> [Problem to work on]
Write the records out again. Match them exactly.
····················
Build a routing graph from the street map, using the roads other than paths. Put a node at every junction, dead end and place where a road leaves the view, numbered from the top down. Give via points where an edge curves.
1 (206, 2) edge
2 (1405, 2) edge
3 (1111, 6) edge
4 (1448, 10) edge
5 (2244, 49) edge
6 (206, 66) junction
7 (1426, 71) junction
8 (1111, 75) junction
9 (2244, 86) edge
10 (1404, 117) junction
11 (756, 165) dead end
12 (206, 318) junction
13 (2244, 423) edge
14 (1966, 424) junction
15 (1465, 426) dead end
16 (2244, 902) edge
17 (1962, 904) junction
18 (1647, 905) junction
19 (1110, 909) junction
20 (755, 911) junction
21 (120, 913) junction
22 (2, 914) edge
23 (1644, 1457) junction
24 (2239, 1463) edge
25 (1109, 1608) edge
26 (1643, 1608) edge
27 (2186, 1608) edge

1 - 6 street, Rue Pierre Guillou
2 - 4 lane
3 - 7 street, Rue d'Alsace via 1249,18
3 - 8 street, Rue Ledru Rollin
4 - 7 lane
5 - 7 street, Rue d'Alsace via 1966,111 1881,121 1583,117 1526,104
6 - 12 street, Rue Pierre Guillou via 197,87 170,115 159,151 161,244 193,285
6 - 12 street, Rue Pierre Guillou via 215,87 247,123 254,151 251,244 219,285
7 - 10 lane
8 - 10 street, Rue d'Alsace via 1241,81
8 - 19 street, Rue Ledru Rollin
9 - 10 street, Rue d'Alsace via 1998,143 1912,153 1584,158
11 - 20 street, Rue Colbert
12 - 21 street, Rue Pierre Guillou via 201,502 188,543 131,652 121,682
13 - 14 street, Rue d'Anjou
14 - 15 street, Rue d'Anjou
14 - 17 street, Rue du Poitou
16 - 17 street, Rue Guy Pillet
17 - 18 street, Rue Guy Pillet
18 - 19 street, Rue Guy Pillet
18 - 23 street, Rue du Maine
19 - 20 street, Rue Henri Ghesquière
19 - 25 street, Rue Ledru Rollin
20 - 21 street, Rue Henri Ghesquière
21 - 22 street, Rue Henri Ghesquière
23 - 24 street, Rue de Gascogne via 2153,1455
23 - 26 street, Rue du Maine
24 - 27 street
····················
> [Task response]
Build a routing graph from the street map, using the roads other than paths. Put a node at every junction, dead end and place where a road leaves the view, numbered from the top down. Give via points where an edge curves.
1 (206, 2) edge
2 (1405, 2) edge
3 (1111, 6) edge
4 (1448, 10) edge
5 (2244, 49) edge
6 (206, 66) junction
7 (1426, 71) junction
8 (1111, 75) junction
9 (2244, 86) edge
10 (1404, 117) junction
11 (756, 165) dead end
12 (206, 318) junction
13 (2244, 423) edge
14 (1966, 424) junction
15 (1465, 426) dead end
16 (2244, 902) edge
17 (1962, 904) junction
18 (1647, 905) junction
19 (1110, 909) junction
20 (755, 911) junction
21 (120, 913) junction
22 (2, 914) edge
23 (1644, 1457) junction
24 (2239, 1463) edge
25 (1109, 1608) edge
26 (1643, 1608) edge
27 (2186, 1608) edge

1 - 6 street, Rue Pierre Guillou
2 - 4 lane
3 - 7 street, Rue d'Alsace via 1249,18
3 - 8 street, Rue Ledru Rollin
4 - 7 lane
5 - 7 street, Rue d'Alsace via 1966,111 1881,121 1583,117 1526,104
6 - 12 street, Rue Pierre Guillou via 197,87 170,115 159,151 161,244 193,285
6 - 12 street, Rue Pierre Guillou via 215,87 247,123 254,151 251,244 219,285
7 - 10 lane
8 - 10 street, Rue d'Alsace via 1241,81
8 - 19 street, Rue Ledru Rollin
9 - 10 street, Rue d'Alsace via 1998,143 1912,153 1584,158
11 - 20 street, Rue Colbert
12 - 21 street, Rue Pierre Guillou via 201,502 188,543 131,652 121,682
13 - 14 street, Rue d'Anjou
14 - 15 street, Rue d'Anjou
14 - 17 street, Rue du Poitou
16 - 17 street, Rue Guy Pillet
17 - 18 street, Rue Guy Pillet
18 - 19 street, Rue Guy Pillet
18 - 23 street, Rue du Maine
19 - 20 street, Rue Henri Ghesquière
19 - 25 street, Rue Ledru Rollin
20 - 21 street, Rue Henri Ghesquière
21 - 22 street, Rue Henri Ghesquière
23 - 24 street, Rue de Gascogne via 2153,1455
23 - 26 street, Rue du Maine
24 - 27 street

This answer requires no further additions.